▶ **Data supplied**:
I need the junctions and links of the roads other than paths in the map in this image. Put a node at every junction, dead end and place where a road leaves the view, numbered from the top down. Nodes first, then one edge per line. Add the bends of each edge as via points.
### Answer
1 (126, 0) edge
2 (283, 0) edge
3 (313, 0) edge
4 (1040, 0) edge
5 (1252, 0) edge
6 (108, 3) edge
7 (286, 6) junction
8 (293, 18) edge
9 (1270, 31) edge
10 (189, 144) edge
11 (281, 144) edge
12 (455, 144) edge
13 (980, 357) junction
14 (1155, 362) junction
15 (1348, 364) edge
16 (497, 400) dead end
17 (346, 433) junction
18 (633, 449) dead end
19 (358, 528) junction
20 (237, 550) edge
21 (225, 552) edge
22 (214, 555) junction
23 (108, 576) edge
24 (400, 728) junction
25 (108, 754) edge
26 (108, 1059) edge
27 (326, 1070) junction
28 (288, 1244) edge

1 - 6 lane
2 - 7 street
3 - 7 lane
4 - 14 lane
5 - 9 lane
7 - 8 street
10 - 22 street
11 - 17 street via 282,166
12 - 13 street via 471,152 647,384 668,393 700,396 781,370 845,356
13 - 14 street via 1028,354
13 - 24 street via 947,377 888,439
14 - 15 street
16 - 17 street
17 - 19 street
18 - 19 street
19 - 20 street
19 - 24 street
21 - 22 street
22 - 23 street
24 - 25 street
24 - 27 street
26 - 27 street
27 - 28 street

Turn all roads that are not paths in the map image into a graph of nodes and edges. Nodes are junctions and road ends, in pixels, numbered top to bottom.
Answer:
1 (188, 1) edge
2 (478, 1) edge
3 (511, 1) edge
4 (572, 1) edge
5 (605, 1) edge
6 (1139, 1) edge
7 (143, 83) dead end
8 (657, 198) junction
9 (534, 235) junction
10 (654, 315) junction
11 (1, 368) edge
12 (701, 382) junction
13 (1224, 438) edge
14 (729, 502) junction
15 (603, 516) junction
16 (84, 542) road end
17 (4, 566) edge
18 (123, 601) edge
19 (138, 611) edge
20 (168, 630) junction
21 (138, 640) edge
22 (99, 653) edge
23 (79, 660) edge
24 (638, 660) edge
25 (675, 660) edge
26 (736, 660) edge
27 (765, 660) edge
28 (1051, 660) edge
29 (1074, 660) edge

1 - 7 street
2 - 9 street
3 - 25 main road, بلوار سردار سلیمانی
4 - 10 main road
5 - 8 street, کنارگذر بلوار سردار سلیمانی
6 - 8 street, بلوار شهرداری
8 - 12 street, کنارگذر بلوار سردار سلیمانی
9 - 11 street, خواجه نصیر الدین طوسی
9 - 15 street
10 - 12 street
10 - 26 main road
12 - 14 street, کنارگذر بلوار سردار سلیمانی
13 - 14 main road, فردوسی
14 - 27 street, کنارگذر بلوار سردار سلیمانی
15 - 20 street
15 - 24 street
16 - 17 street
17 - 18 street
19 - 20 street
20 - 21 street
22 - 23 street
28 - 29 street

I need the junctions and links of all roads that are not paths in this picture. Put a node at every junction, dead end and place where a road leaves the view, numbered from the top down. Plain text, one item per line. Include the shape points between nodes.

▶ **Work task**: Look through the listing above. Pick out each line with "paths" and copy it.

▶ **Written response**:
I need the junctions and links of the roads other than paths in the map in this image. Put a node at every junction, dead end and place where a road leaves the view, numbered from the top down. Nodes first, then one edge per line. Add the bends of each edge as via points.
Turn all roads that are not paths in the map image into a graph of nodes and edges. Nodes are junctions and road ends, in pixels, numbered top to bottom.
I need the junctions and links of all roads that are not paths in this picture. Put a node at every junction, dead end and place where a road leaves the view, numbered from the top down. Plain text, one item per line. Include the shape points between nodes.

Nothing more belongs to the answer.